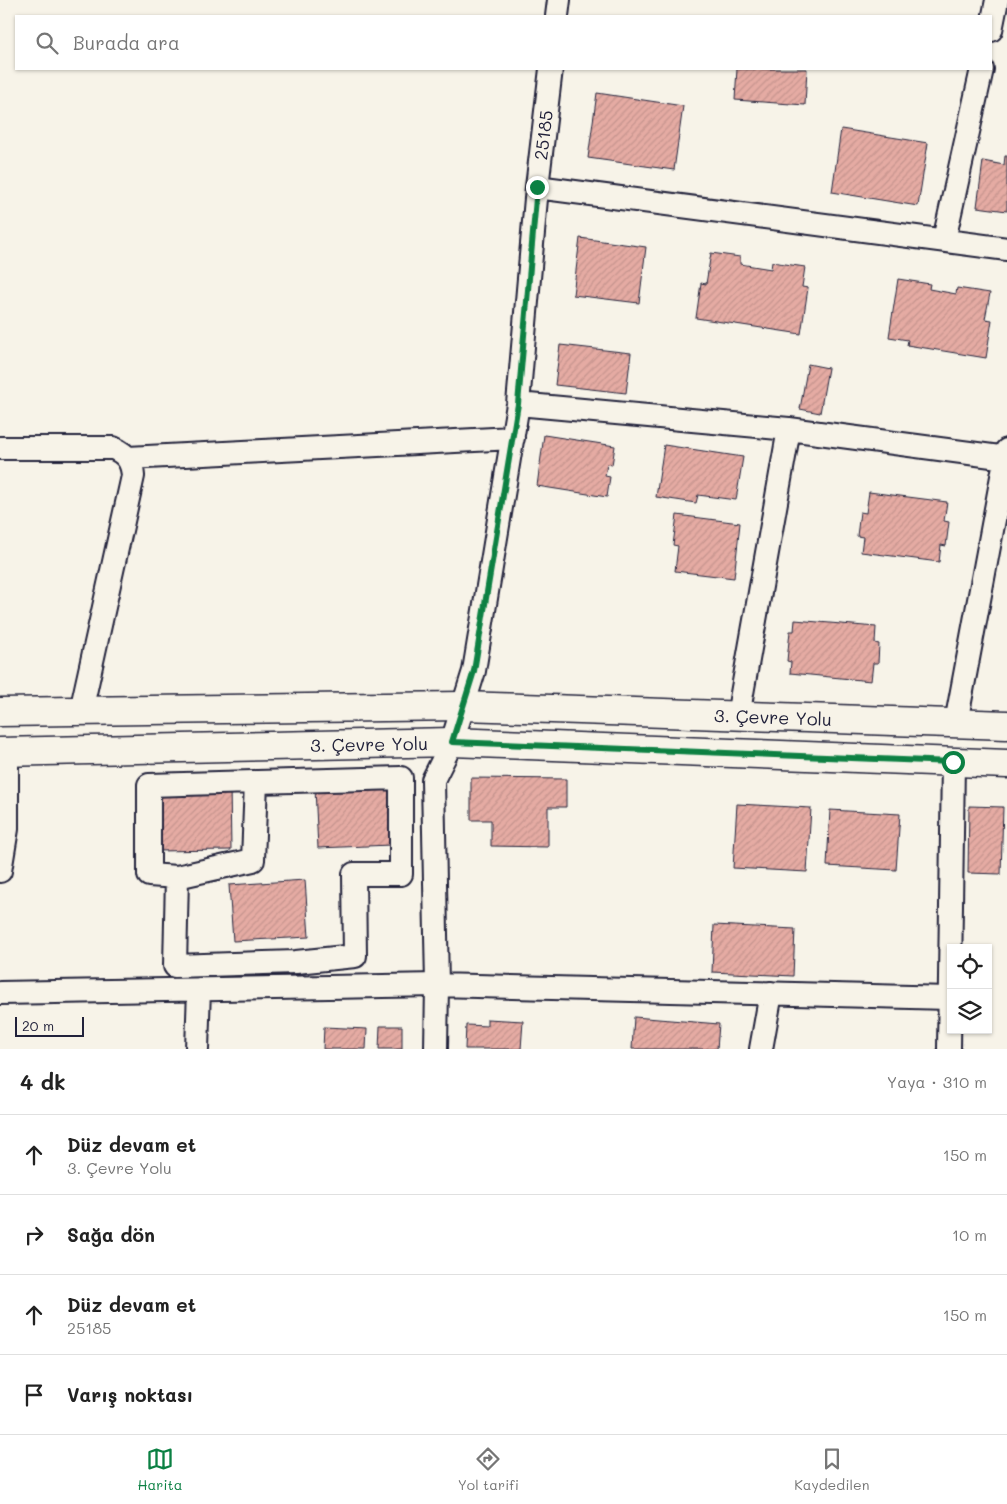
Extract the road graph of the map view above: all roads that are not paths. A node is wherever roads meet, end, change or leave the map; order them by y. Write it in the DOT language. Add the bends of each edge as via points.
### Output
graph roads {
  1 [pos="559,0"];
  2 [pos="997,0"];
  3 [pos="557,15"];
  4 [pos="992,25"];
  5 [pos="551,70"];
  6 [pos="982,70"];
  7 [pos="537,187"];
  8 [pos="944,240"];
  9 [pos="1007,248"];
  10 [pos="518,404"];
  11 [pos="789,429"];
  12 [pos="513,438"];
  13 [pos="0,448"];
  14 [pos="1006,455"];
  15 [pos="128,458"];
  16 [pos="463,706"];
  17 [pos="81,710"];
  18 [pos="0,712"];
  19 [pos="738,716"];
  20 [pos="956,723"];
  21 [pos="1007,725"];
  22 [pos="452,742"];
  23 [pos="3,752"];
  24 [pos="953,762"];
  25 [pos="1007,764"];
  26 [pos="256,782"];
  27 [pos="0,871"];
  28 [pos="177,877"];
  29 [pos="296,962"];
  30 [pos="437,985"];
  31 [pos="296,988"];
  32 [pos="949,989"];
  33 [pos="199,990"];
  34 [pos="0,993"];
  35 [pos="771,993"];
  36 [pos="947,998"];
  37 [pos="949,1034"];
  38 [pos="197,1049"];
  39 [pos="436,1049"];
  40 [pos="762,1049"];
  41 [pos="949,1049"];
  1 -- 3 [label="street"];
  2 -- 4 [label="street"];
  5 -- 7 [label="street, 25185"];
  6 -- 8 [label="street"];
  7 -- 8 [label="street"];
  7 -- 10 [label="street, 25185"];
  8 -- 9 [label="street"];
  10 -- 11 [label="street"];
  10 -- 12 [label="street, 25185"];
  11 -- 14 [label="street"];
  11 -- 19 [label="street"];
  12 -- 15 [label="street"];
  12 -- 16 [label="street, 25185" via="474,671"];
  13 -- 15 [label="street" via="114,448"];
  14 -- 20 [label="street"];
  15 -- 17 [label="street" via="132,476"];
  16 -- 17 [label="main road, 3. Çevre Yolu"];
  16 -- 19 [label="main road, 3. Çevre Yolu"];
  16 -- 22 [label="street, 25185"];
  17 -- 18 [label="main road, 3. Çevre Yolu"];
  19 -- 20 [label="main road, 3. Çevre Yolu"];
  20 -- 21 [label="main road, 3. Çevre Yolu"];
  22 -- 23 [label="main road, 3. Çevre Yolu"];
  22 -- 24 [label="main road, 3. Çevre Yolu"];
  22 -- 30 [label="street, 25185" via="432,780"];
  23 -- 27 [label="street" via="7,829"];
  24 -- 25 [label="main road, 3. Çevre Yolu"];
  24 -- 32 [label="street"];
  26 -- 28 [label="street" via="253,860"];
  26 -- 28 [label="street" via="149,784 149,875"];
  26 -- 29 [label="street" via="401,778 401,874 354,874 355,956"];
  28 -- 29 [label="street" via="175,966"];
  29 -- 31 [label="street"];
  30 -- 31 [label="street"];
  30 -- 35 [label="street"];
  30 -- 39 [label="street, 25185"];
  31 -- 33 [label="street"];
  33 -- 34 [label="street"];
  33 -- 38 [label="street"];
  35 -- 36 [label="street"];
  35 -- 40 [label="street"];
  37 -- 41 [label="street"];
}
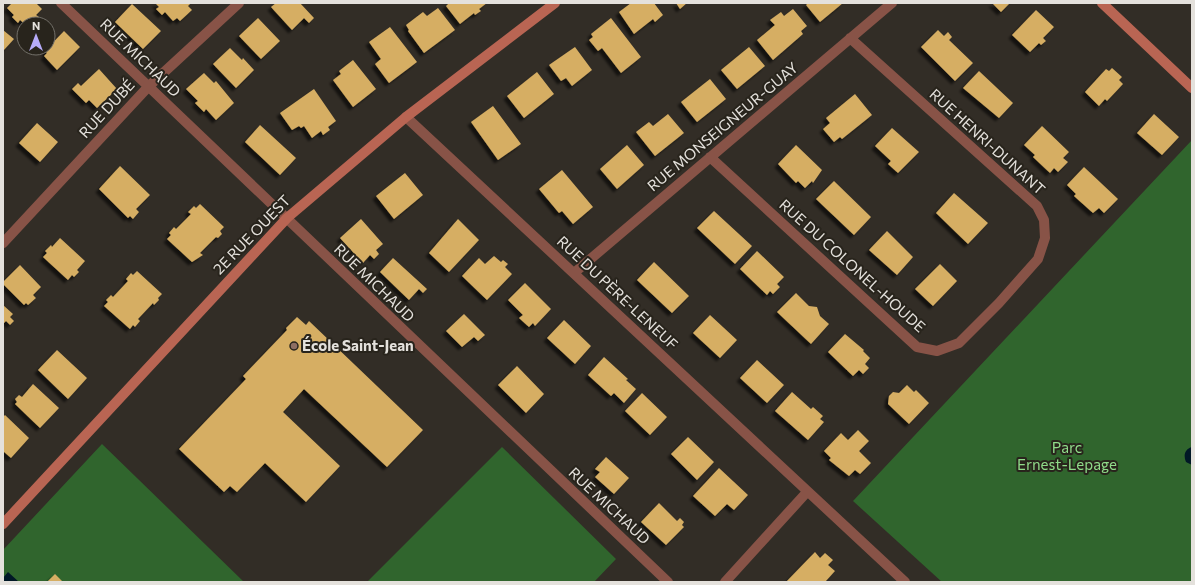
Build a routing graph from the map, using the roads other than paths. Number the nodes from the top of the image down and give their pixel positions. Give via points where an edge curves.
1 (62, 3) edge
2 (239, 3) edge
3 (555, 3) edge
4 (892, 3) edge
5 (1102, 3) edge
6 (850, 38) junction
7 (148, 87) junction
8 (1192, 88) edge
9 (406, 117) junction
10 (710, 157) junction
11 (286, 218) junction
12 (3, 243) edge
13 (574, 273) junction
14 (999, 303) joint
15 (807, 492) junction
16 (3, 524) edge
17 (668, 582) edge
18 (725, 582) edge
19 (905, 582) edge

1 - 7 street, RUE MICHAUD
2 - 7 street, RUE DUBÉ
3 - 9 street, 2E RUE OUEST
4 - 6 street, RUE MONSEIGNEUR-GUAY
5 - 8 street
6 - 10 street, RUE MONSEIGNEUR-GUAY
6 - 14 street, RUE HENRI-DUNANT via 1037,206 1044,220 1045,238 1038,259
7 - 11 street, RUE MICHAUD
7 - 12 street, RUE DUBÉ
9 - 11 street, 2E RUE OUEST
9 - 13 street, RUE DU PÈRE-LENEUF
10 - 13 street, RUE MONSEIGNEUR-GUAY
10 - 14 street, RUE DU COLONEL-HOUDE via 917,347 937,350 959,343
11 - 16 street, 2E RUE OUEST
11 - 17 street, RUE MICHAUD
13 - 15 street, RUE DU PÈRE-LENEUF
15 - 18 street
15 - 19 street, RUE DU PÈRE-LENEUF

============================================================

» PROBLEM DETAILS:
Lines with the string "Çevre": say how many appear in the entries above, giving the number alone.

» EXERCISE ANSWER:
8